I just want my bag back with all the items intact! Where is my bag?
The bag lost by UKBA contained jewellery, official and personal letters, Tax Back form, one macbook, a USB key portable hard drive, tons of intellectual property, Cash in N1,000 notes, unpublished music and photo files, a newly written book in electronic copy, a samsung phone, box of chocolates, etc.

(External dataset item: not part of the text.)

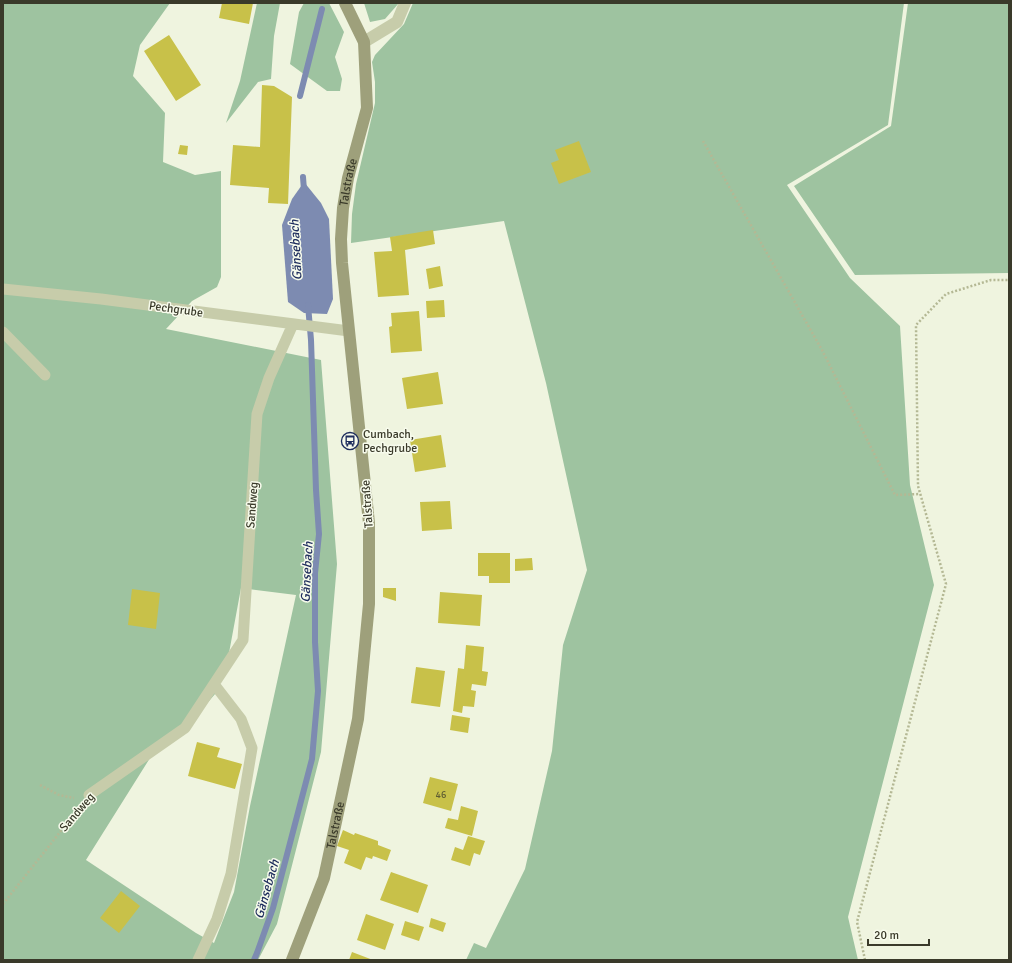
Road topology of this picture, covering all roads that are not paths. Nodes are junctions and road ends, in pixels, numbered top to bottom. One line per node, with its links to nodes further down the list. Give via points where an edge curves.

I have made so many calls, I am now tired of calling and trying to reach anyone. All the times I got through to Charter Office, I was only made to narrate the whole ordeal again, leave a contact number and told (every time without failing) that I would be called back the next day. However, no one has ever called me back. Not once! Having said that, not being called back at all by Charter Office (I spoke with Donna Lang more than once) is far more dignifying than having the boss of a UKBA affiliate company – Inflite -hang up on me for simply asking for my missing bag. I’ve heard so many stories about deportees and immigrants being subjected to horrible protocols, injustices and abuses at the hands of UKBA, I never thought that I would one day be at the receiving end of such despicable treatment. I have no criminal record in the UK nor anywhere else and have never been on state benefit in my entire life! I simply got denied a visa extension and this was what reduced me to the status of a deportee, worthy to be hung up on in the most reprehensible manner, by a big shot boss who represents an elite corporate establishment. Will I ever get my bag back? It’s not like I invaded anybody in Libya or Iraq and stole their oil for my country men and their children… and then got away with it. It is also not like I enjoy privileges from imperialism – whether Western or Islamic imperialism. I just want my bag so I can carry on with my life in peace and make some kind of tangible contribution to this world as I have tried to by taking up painstaking research worth a year, to write a book! I mean, if the boss can’t rectify a problem, who else can? I imagine this is the kind of treatment deportees are normally subjected to. I imagine I would have never found out for myself had I never been booked on that flight. One can only wonder what else transpires on deportee flights, that don’t get reported.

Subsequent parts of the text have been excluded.